Ora, a leitura da citada disposição legal, no confronto com as conclusões da alegação de recurso (e até, diga-se, do teor das alegações – cfr. ponto B/ dos factos), mostra à saciedade que a matéria de facto não foi impugnada de forma que, nos termos da lei, permita qualquer alteração da mesma. Com efeito, lida a globalidade da exposição recursória não se constata a indicação de um único ponto de facto que a Recorrente considere incorrectamente julgado, nem tão-pouco se indicam os meios de prova constantes dos autos que, correctamente ponderados, impunham decisão diversa sobre a matéria de facto, designadamente, e no que toca à produção de prova testemunhal, não há qualquer referência às passagens da gravação (ou a transcrição dos excertos considerados relevantes) em que pretensamente se funda o ataque ao julgamento de facto.

É, pois, evidente, face ao que ficou dito, que este esteio do recurso está incontornavelmente condenado ao insucesso, sendo inútil, por ser manifesto o não cumprimento do ónus de impugnação por parte da Recorrente, alongarmo-nos em considerandos adicionais a este propósito.

Assim, improcede a primeira questão respeitante ao erro de julgamento da matéria de facto.


*

Prosseguindo, deparamo-nos com o ataque à sentença recorrida com base em erro de julgamento de direito.

E a este propósito, a leitura das conclusões não deixa margem para dúvidas: da conclusão vi até à conclusão xxvii (inclusive), a Recorrente insurge-se contra o entendimento da AT (e dos seus serviços inspectivos) que a levou a desconsiderar diversas facturas emitidas por Braima Baldé, Lda., por alegadamente as mesmas não terem subjacentes reais operações económicas, ou seja, por as ter reputado de falsas; já a partir da conclusão xxviii, a Recorrente insurge-se contra a sentença recorrida por a mesma ter considerado, na senda da AT, que as facturas em causa não se mostravam passadas na forma legal, concretamente por as mesmas não conterem todos os elementos exigidos pelo artigo 35º, nº5 do CIVA.

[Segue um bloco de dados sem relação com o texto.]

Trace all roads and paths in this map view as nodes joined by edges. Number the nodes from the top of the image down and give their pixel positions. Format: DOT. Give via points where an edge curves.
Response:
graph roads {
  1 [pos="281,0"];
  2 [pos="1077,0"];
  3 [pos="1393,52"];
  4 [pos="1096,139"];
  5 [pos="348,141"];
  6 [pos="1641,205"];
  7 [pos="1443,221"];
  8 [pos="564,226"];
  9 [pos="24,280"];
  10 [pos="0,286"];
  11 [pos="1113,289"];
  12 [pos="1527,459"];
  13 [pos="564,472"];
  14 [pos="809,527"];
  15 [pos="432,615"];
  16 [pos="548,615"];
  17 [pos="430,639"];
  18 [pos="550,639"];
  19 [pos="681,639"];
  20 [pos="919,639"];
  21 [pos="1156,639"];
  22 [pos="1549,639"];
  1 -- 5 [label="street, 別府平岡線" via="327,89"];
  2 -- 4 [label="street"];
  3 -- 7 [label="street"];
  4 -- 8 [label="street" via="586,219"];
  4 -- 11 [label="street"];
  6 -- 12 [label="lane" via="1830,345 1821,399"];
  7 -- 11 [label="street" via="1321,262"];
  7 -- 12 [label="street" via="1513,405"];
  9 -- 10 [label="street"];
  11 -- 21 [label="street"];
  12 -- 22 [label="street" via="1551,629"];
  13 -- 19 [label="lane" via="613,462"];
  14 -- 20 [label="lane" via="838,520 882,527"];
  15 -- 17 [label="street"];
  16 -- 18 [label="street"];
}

Ora, aqui chegados, importa esclarecer o que se segue: como a própria Recorrente reconhece, a decisão recorrida foi, quanto à questão da facturação falsa, favorável à argumentação desenvolvida na p.i pela impugnante - lê-se na conclusão xxvii, que “Tais indícios são claramente insuficientes para suportar a conclusão pretendida pela AT, conforme atesta a douta Sentença do Tribunal a quo”.

E na verdade, assim é. Lida a sentença, é claro que aí foram analisados dois diferentes fundamentos de impugnação: por um lado, a questão de ser ilegal a não aceitação da dedução do IVA constante das facturas emitidas por B………………., Lda por, segundo a AT, se tratar de facturação falsa; por outro, a alegada violação do artigo 35º, n,º 5 do CIVA.

Ora, não restam dúvidas que o primeiro fundamento foi acolhido pela sentença no sentido propugnado pela impugnante, deixando-se aí expressamente dito, no que para aqui releva, que “se o que importa aferir é se os factos indiciários trazidos pela A.T. permitem suportar a conclusão primordial, de que a sociedade emitente das facturas em causa não prestou os serviços de construção civil identificados nas nove facturas em posse da Impugnante, então, analisados tais indícios, parece-nos evidente que os mesmos, no contraponto com aqueles outros que já referimos, são claramente insuficientes para suportar a conclusão pretendida pela A.T”, o que, então, levou o Mmo. Juiz a quo a concluir que “De tudo isto resulta que os indícios recolhidos pela A.T. não permitem suportar, objectivamente e à luz das regras da experiência comum, a conclusão a que chegou e na qual fez repousar a decisão de anular o direito à dedução do IVA contido nas nove facturas em questão e proceder às correspondentes liquidações, ora impugnadas, não se chegando, sequer, a inverter o ónus da prova para a Impugnante”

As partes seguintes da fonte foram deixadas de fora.